Attendees learn many lessons about Power & Privilege
Whitman students, faculty and staff explored urgent topics ranging from race and gender to identity and rights at the fifth annual student-run Power & Privilege Symposium. The daylong event took place on Feb. 22 all across campus, with dozens of presentations to choose from. Classes once again were cancelled so students could go, and faculty and staff were encouraged to participate.
Biology major Catherine Barton '18 attended More Speech! Not Less Speech. It was led by politics majors Kyla Rapp '18, Erin Lopez '19 and Annamarie McCorvie '18 and explored freedom of speech in an academic context. "They talked about free speech and how that connects fundamentally to underlying issues like racism and white supremacy," said Barton. "And I'm just grappling with my own ideas and what I feel."
Physics major Thomas Harris '20 checked out Hold the Fries, Eat the Rich: Class Warfare in the Fast Food Industry, presented by organizers from the Burgerville Workers Union. "There were so many things that they shared that I just wouldn't have even thought about" regarding contemporary labor organizing, Harris remarked. He cited examples of how resistance from management for better wages, conditions, healthcare and safety required increasingly more forceful tactics from the advocates.
Chemistry major Kacey Godwin '20 picked The Power of Silence, a look at the Asian-American experience from the perspective of biochemistry, biophysics and molecular biology major Jessica Luong '20. "It will be interesting to be in that community and hear experiences similar to my own while still different in many ways," Godwin said, "and have discussions that we wouldn't normally have just walking around campus every day."
Godwin also went to Dialogue on Genetics, Ancestry, and Race, offered by Susanne Altermann, lecturer in biology; Britney Moss, assistant professor of biology and biochemistry, biophysics, and molecular biology; and Helen Kim, professor of sociology. Godwin's takeaway was about "the misconceptions we have surrounding genetic and biological bases for race and how we're supposed to navigate that."
Biology major Madeline Boyle '20 wanted to go to that session because, "First of all, it relates to the major I'm in," she said. "Also, I know a lot of people who have taken genetic tests," and "I'm curious to learn how geneticists do this and whether it's legitimate and what it means to be, like, 20.2 percent European."
Caryn Pooley, account coordinator in student accounts in the business office, expressed a similar motivation. "I'm curious about my own family history," she observed. "I don't know a whole lot about how genetics works, so I wanted to get more familiar with it" and "to figure out if doing one of those DNA tests would be useful."
Anthony Reale '19, a theatre and English double major, "learned that we have to put pressure on the medical community," he said, "because race is a constructed thing and race won't lead you to understand if someone is predisposed to a disease of some sort.
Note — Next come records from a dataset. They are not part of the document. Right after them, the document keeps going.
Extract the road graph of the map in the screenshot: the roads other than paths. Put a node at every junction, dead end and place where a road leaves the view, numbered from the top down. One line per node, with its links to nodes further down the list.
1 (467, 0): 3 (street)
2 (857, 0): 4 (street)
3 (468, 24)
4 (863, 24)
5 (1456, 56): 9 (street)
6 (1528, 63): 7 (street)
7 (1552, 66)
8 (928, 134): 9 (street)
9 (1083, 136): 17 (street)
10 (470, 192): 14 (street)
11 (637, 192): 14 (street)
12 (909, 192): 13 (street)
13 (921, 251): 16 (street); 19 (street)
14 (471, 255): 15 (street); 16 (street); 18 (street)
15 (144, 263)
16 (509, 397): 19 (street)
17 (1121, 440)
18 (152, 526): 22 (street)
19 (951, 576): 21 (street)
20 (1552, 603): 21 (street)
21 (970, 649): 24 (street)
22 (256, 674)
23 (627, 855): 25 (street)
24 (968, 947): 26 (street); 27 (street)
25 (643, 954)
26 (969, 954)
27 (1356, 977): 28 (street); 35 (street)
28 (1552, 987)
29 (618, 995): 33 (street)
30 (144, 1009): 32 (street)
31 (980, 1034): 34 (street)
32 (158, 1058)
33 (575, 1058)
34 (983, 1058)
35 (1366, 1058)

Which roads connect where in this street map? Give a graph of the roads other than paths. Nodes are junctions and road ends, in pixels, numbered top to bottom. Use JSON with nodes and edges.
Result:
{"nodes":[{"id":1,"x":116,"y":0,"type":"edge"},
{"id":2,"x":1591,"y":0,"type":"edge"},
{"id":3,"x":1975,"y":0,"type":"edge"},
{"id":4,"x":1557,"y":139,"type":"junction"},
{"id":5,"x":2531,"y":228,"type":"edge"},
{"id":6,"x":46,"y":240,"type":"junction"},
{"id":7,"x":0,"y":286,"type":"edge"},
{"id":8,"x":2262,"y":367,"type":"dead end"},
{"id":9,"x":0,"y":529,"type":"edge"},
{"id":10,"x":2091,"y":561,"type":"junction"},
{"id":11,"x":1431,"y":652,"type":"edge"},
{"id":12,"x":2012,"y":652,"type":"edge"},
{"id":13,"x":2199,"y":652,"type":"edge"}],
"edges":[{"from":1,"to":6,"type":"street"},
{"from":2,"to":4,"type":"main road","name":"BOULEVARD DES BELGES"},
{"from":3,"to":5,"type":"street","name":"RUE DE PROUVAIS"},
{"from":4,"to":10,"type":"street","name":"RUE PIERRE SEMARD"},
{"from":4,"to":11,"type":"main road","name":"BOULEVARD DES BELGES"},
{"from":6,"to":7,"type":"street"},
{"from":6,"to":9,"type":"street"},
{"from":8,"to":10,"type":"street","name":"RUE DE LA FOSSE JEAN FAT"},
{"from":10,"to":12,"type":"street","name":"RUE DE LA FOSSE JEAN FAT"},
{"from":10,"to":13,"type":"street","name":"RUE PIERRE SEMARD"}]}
It's more about environment and kind of history of the person."
Reale also planned to be at Voices from the Margins: Spiritual Identity at Whitman, led by biochemistry, biophysics and molecular biology major Robin Rounthwaite '18, economics-environmental studies major Sarah Schenkein '20, economics and politics double major Fathi Assegaf '19, rhetoric studies and race and ethnic studies double major Marlene Anderson '18, anthropology major Aly Counsell '18 and rhetoric studies major Natalie Godfrey '18. "I, myself, am a spiritual person," Reale said, "so I hope to hear from others who consider themselves spiritual as well."
English major Sal Goldblatt '20 selected Perspectives in Sexual Assault: Male Victims, by psychology major Noah Cavanaugh '18, "because this topic hits close to home," he said. "So I'm going to go with looking at it from a different perspective."
Also on Goldblatt's list: Identity Insecurity in the Modern Minority, a lecture by Chloe Holaso '20 and Mariah Howell '20. "I went in thinking it was going to be about performing a certain part of your culture," he said, "but it's about having that part of your culture not actually being there and it being assumed that you do a lot of things because of the color of your skin."
Other symposium topics included parenting choices, Latinx identities, mental illness and the criminal justice system, working with refugees, sexual harassment in the workplace, political performance writing, and the problems of Disney characters pertaining to racial identity for people of color. The theme for this year's symposium was resist.
Civil rights activist DeRay Mckesson delivered the keynote address the evening before in Cordiner Hall. "Hope is not power," he said. "Hope is hard work."